■ GOAL OF THE EXERCISE
Output every entry below word for word, minus the images.
╔══
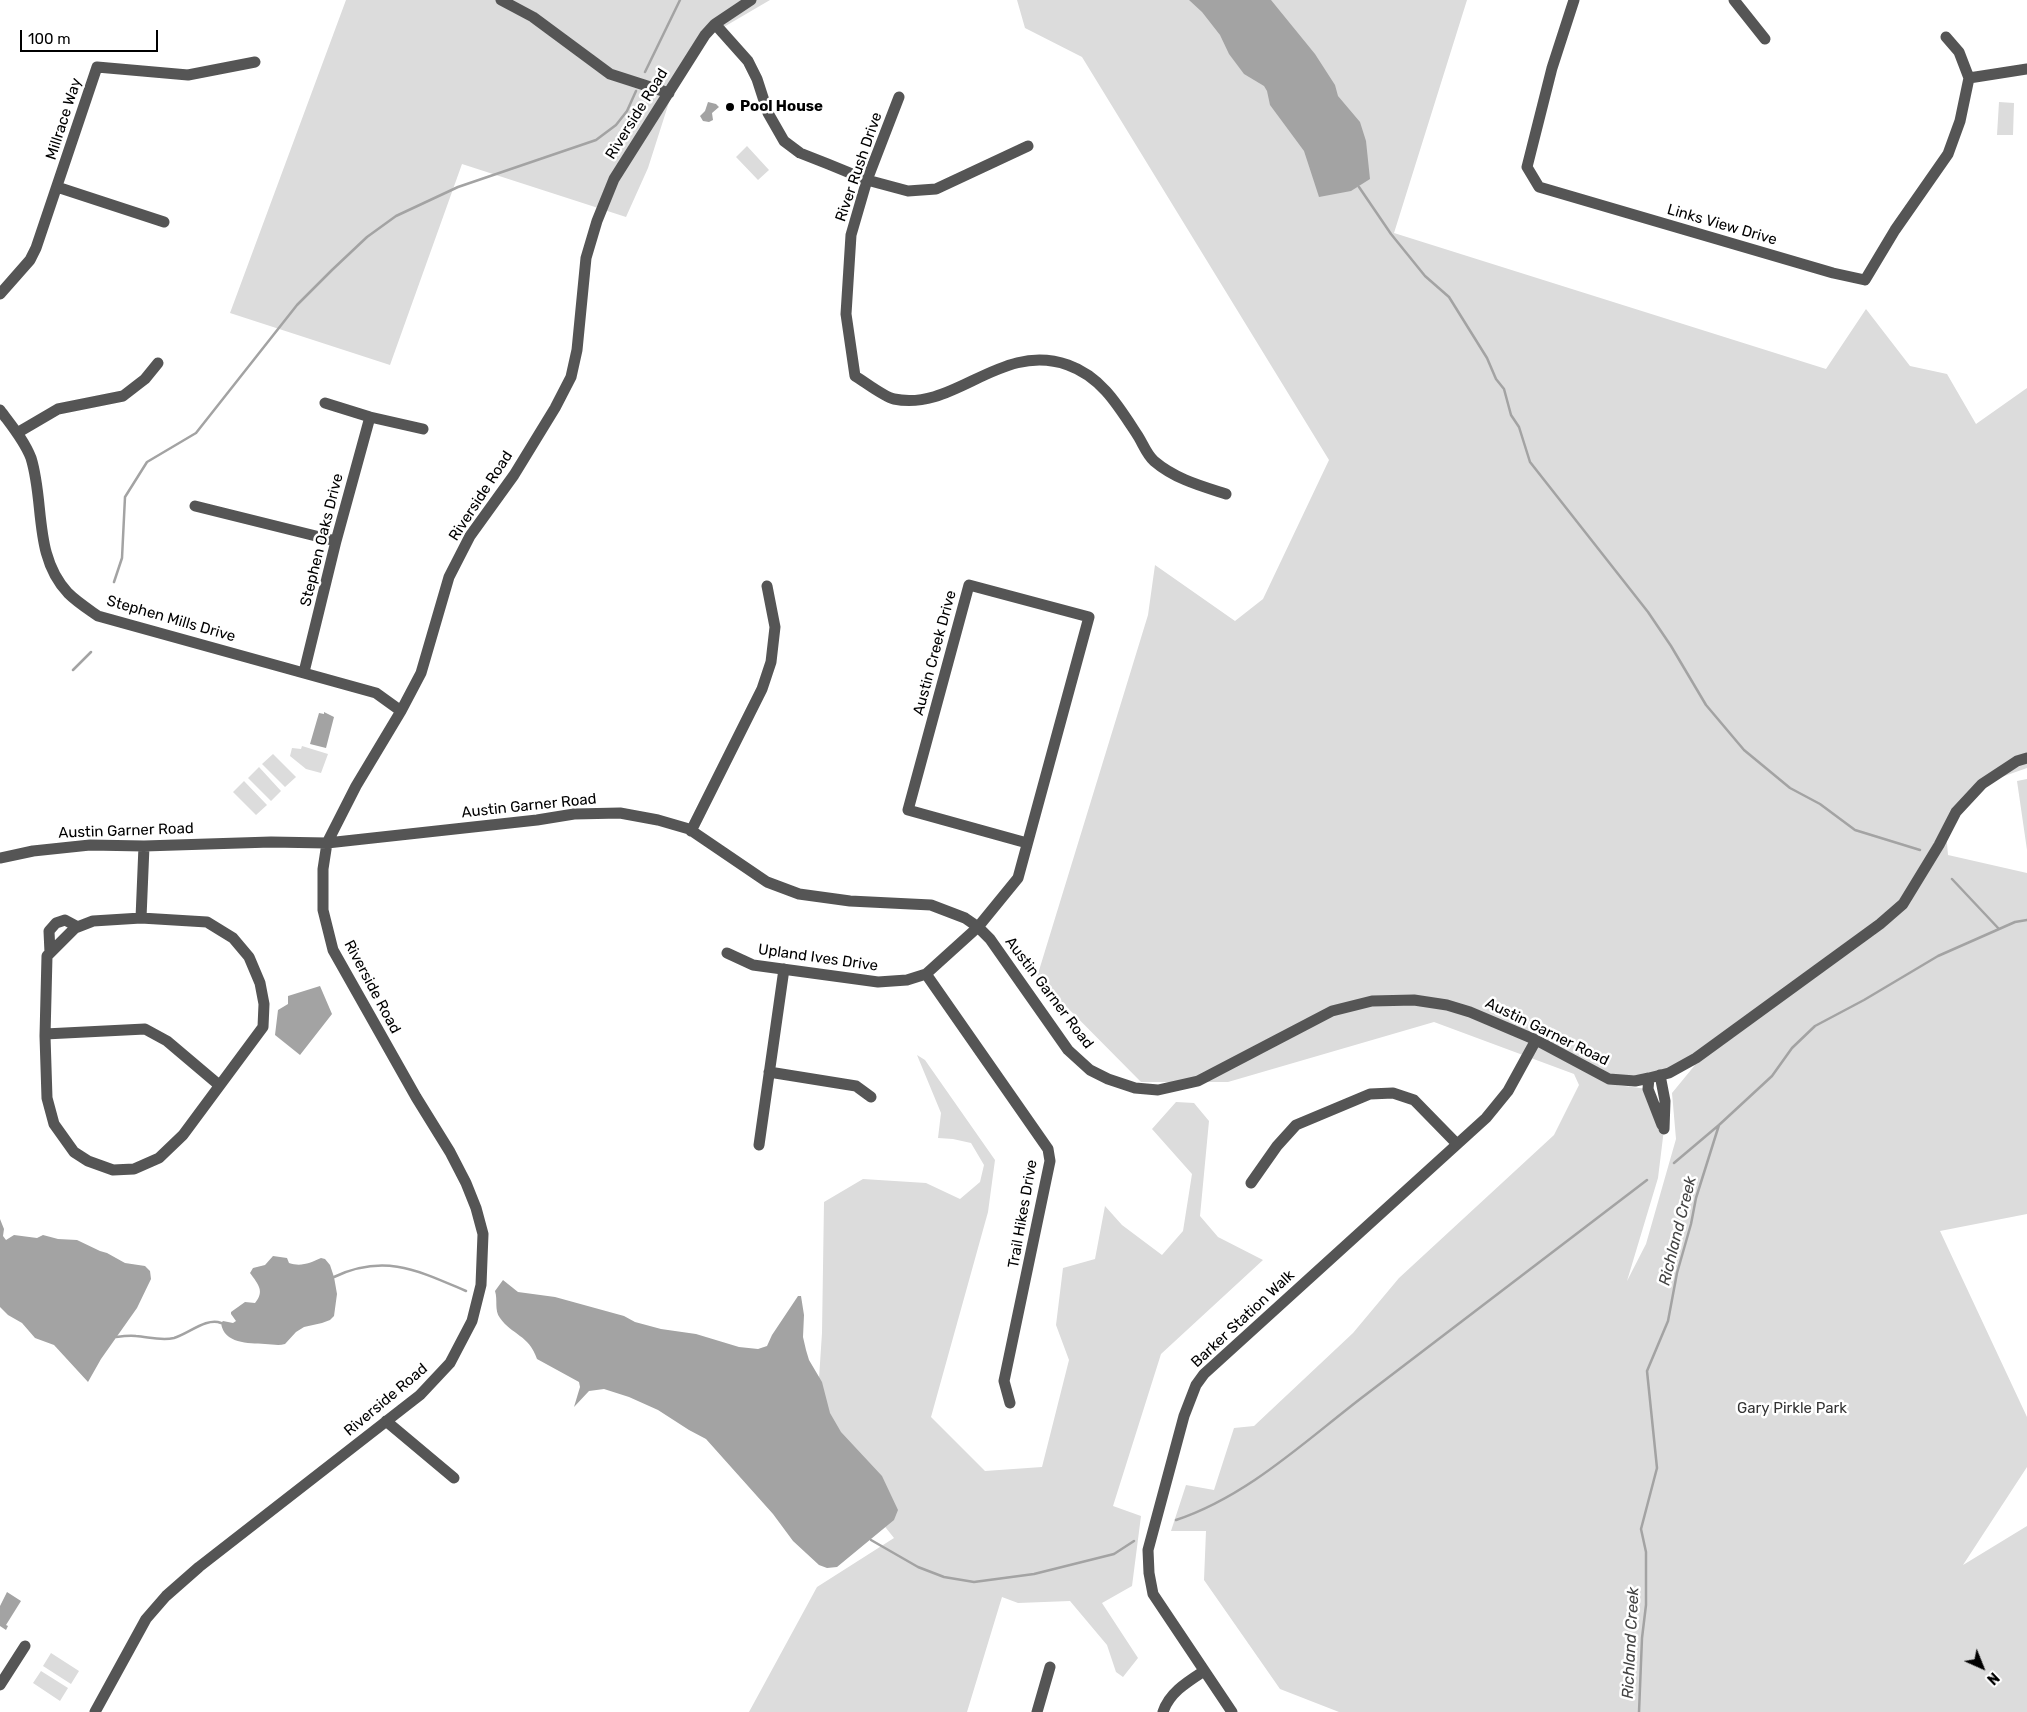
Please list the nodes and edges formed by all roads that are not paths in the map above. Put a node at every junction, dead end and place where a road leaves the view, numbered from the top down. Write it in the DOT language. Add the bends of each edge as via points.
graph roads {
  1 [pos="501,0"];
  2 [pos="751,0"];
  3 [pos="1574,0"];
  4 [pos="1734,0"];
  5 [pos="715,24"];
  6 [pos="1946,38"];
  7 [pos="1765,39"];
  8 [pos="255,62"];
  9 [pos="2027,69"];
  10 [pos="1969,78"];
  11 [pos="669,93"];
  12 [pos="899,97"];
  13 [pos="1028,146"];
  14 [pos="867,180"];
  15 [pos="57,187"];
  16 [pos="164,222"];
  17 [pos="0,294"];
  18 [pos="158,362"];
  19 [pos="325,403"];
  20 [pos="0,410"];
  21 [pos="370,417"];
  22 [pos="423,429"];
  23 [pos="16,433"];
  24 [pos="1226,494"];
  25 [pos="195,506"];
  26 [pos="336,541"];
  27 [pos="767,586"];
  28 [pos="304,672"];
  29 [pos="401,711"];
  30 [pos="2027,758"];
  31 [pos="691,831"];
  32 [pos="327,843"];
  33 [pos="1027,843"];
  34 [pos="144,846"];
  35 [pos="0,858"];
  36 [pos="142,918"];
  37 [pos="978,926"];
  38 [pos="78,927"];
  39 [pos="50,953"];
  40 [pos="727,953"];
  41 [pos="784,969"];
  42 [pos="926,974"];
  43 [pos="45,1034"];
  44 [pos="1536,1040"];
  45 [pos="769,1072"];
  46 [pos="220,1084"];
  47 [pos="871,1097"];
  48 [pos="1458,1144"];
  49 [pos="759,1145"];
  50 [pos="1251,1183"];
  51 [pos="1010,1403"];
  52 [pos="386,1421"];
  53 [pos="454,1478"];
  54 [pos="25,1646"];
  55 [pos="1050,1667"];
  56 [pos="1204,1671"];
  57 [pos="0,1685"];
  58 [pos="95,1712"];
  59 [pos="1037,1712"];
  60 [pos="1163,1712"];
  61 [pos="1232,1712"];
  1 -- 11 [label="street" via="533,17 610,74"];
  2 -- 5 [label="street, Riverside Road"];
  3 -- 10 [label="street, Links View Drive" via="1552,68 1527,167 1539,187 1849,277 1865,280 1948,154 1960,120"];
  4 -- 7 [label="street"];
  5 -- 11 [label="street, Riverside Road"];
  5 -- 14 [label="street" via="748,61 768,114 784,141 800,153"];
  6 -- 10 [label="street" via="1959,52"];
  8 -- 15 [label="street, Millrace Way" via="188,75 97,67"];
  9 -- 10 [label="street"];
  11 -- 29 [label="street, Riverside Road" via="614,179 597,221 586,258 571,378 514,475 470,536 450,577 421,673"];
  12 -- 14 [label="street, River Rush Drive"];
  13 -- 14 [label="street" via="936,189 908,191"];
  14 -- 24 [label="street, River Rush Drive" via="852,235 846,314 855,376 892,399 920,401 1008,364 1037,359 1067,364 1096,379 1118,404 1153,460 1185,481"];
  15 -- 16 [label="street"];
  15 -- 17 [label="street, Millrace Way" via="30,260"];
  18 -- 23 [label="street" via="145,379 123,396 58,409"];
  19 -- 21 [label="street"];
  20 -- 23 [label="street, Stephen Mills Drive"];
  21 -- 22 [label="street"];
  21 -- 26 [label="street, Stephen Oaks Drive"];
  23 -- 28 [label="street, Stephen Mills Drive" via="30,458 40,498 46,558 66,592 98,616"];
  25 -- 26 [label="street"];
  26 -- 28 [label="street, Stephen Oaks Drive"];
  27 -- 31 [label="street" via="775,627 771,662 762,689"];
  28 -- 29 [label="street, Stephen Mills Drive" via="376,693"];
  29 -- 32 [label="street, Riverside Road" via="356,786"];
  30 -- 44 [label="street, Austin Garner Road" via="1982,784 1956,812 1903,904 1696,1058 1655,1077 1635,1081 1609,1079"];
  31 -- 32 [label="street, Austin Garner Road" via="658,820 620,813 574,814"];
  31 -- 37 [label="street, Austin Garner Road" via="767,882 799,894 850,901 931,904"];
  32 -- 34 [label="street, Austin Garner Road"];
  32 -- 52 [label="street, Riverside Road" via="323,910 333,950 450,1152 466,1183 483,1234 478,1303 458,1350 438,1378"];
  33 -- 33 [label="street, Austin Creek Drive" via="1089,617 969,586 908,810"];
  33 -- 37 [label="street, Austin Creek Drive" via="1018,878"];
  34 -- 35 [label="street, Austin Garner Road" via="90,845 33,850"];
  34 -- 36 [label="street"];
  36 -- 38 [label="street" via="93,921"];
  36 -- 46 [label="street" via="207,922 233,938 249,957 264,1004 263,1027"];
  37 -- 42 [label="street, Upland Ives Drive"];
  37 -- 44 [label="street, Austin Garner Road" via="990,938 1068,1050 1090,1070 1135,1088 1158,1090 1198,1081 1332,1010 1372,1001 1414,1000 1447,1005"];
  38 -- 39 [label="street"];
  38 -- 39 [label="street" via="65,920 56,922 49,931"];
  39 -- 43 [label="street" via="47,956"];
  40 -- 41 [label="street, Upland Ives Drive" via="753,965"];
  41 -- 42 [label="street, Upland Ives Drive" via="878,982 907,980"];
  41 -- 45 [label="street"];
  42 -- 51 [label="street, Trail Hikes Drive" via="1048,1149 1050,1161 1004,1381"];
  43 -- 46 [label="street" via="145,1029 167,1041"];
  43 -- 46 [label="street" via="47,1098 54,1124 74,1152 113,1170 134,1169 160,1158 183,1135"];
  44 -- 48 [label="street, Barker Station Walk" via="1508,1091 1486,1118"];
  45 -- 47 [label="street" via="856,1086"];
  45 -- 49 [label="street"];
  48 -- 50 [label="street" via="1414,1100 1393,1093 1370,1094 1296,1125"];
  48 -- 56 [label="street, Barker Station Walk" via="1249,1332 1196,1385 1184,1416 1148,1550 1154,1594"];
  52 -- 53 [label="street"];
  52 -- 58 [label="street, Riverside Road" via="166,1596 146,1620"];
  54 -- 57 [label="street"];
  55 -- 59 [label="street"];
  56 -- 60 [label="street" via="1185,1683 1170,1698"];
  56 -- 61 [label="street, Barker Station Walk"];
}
╚══
■ OUTPUT BELOW
Please list the nodes and edges formed by all roads that are not paths in the map above. Put a node at every junction, dead end and place where a road leaves the view, numbered from the top down. Write it in the DOT language. Add the bends of each edge as via points.
graph roads {
  1 [pos="501,0"];
  2 [pos="751,0"];
  3 [pos="1574,0"];
  4 [pos="1734,0"];
  5 [pos="715,24"];
  6 [pos="1946,38"];
  7 [pos="1765,39"];
  8 [pos="255,62"];
  9 [pos="2027,69"];
  10 [pos="1969,78"];
  11 [pos="669,93"];
  12 [pos="899,97"];
  13 [pos="1028,146"];
  14 [pos="867,180"];
  15 [pos="57,187"];
  16 [pos="164,222"];
  17 [pos="0,294"];
  18 [pos="158,362"];
  19 [pos="325,403"];
  20 [pos="0,410"];
  21 [pos="370,417"];
  22 [pos="423,429"];
  23 [pos="16,433"];
  24 [pos="1226,494"];
  25 [pos="195,506"];
  26 [pos="336,541"];
  27 [pos="767,586"];
  28 [pos="304,672"];
  29 [pos="401,711"];
  30 [pos="2027,758"];
  31 [pos="691,831"];
  32 [pos="327,843"];
  33 [pos="1027,843"];
  34 [pos="144,846"];
  35 [pos="0,858"];
  36 [pos="142,918"];
  37 [pos="978,926"];
  38 [pos="78,927"];
  39 [pos="50,953"];
  40 [pos="727,953"];
  41 [pos="784,969"];
  42 [pos="926,974"];
  43 [pos="45,1034"];
  44 [pos="1536,1040"];
  45 [pos="769,1072"];
  46 [pos="220,1084"];
  47 [pos="871,1097"];
  48 [pos="1458,1144"];
  49 [pos="759,1145"];
  50 [pos="1251,1183"];
  51 [pos="1010,1403"];
  52 [pos="386,1421"];
  53 [pos="454,1478"];
  54 [pos="25,1646"];
  55 [pos="1050,1667"];
  56 [pos="1204,1671"];
  57 [pos="0,1685"];
  58 [pos="95,1712"];
  59 [pos="1037,1712"];
  60 [pos="1163,1712"];
  61 [pos="1232,1712"];
  1 -- 11 [label="street" via="533,17 610,74"];
  2 -- 5 [label="street, Riverside Road"];
  3 -- 10 [label="street, Links View Drive" via="1552,68 1527,167 1539,187 1849,277 1865,280 1948,154 1960,120"];
  4 -- 7 [label="street"];
  5 -- 11 [label="street, Riverside Road"];
  5 -- 14 [label="street" via="748,61 768,114 784,141 800,153"];
  6 -- 10 [label="street" via="1959,52"];
  8 -- 15 [label="street, Millrace Way" via="188,75 97,67"];
  9 -- 10 [label="street"];
  11 -- 29 [label="street, Riverside Road" via="614,179 597,221 586,258 571,378 514,475 470,536 450,577 421,673"];
  12 -- 14 [label="street, River Rush Drive"];
  13 -- 14 [label="street" via="936,189 908,191"];
  14 -- 24 [label="street, River Rush Drive" via="852,235 846,314 855,376 892,399 920,401 1008,364 1037,359 1067,364 1096,379 1118,404 1153,460 1185,481"];
  15 -- 16 [label="street"];
  15 -- 17 [label="street, Millrace Way" via="30,260"];
  18 -- 23 [label="street" via="145,379 123,396 58,409"];
  19 -- 21 [label="street"];
  20 -- 23 [label="street, Stephen Mills Drive"];
  21 -- 22 [label="street"];
  21 -- 26 [label="street, Stephen Oaks Drive"];
  23 -- 28 [label="street, Stephen Mills Drive" via="30,458 40,498 46,558 66,592 98,616"];
  25 -- 26 [label="street"];
  26 -- 28 [label="street, Stephen Oaks Drive"];
  27 -- 31 [label="street" via="775,627 771,662 762,689"];
  28 -- 29 [label="street, Stephen Mills Drive" via="376,693"];
  29 -- 32 [label="street, Riverside Road" via="356,786"];
  30 -- 44 [label="street, Austin Garner Road" via="1982,784 1956,812 1903,904 1696,1058 1655,1077 1635,1081 1609,1079"];
  31 -- 32 [label="street, Austin Garner Road" via="658,820 620,813 574,814"];
  31 -- 37 [label="street, Austin Garner Road" via="767,882 799,894 850,901 931,904"];
  32 -- 34 [label="street, Austin Garner Road"];
  32 -- 52 [label="street, Riverside Road" via="323,910 333,950 450,1152 466,1183 483,1234 478,1303 458,1350 438,1378"];
  33 -- 33 [label="street, Austin Creek Drive" via="1089,617 969,586 908,810"];
  33 -- 37 [label="street, Austin Creek Drive" via="1018,878"];
  34 -- 35 [label="street, Austin Garner Road" via="90,845 33,850"];
  34 -- 36 [label="street"];
  36 -- 38 [label="street" via="93,921"];
  36 -- 46 [label="street" via="207,922 233,938 249,957 264,1004 263,1027"];
  37 -- 42 [label="street, Upland Ives Drive"];
  37 -- 44 [label="street, Austin Garner Road" via="990,938 1068,1050 1090,1070 1135,1088 1158,1090 1198,1081 1332,1010 1372,1001 1414,1000 1447,1005"];
  38 -- 39 [label="street"];
  38 -- 39 [label="street" via="65,920 56,922 49,931"];
  39 -- 43 [label="street" via="47,956"];
  40 -- 41 [label="street, Upland Ives Drive" via="753,965"];
  41 -- 42 [label="street, Upland Ives Drive" via="878,982 907,980"];
  41 -- 45 [label="street"];
  42 -- 51 [label="street, Trail Hikes Drive" via="1048,1149 1050,1161 1004,1381"];
  43 -- 46 [label="street" via="145,1029 167,1041"];
  43 -- 46 [label="street" via="47,1098 54,1124 74,1152 113,1170 134,1169 160,1158 183,1135"];
  44 -- 48 [label="street, Barker Station Walk" via="1508,1091 1486,1118"];
  45 -- 47 [label="street" via="856,1086"];
  45 -- 49 [label="street"];
  48 -- 50 [label="street" via="1414,1100 1393,1093 1370,1094 1296,1125"];
  48 -- 56 [label="street, Barker Station Walk" via="1249,1332 1196,1385 1184,1416 1148,1550 1154,1594"];
  52 -- 53 [label="street"];
  52 -- 58 [label="street, Riverside Road" via="166,1596 146,1620"];
  54 -- 57 [label="street"];
  55 -- 59 [label="street"];
  56 -- 60 [label="street" via="1185,1683 1170,1698"];
  56 -- 61 [label="street, Barker Station Walk"];
}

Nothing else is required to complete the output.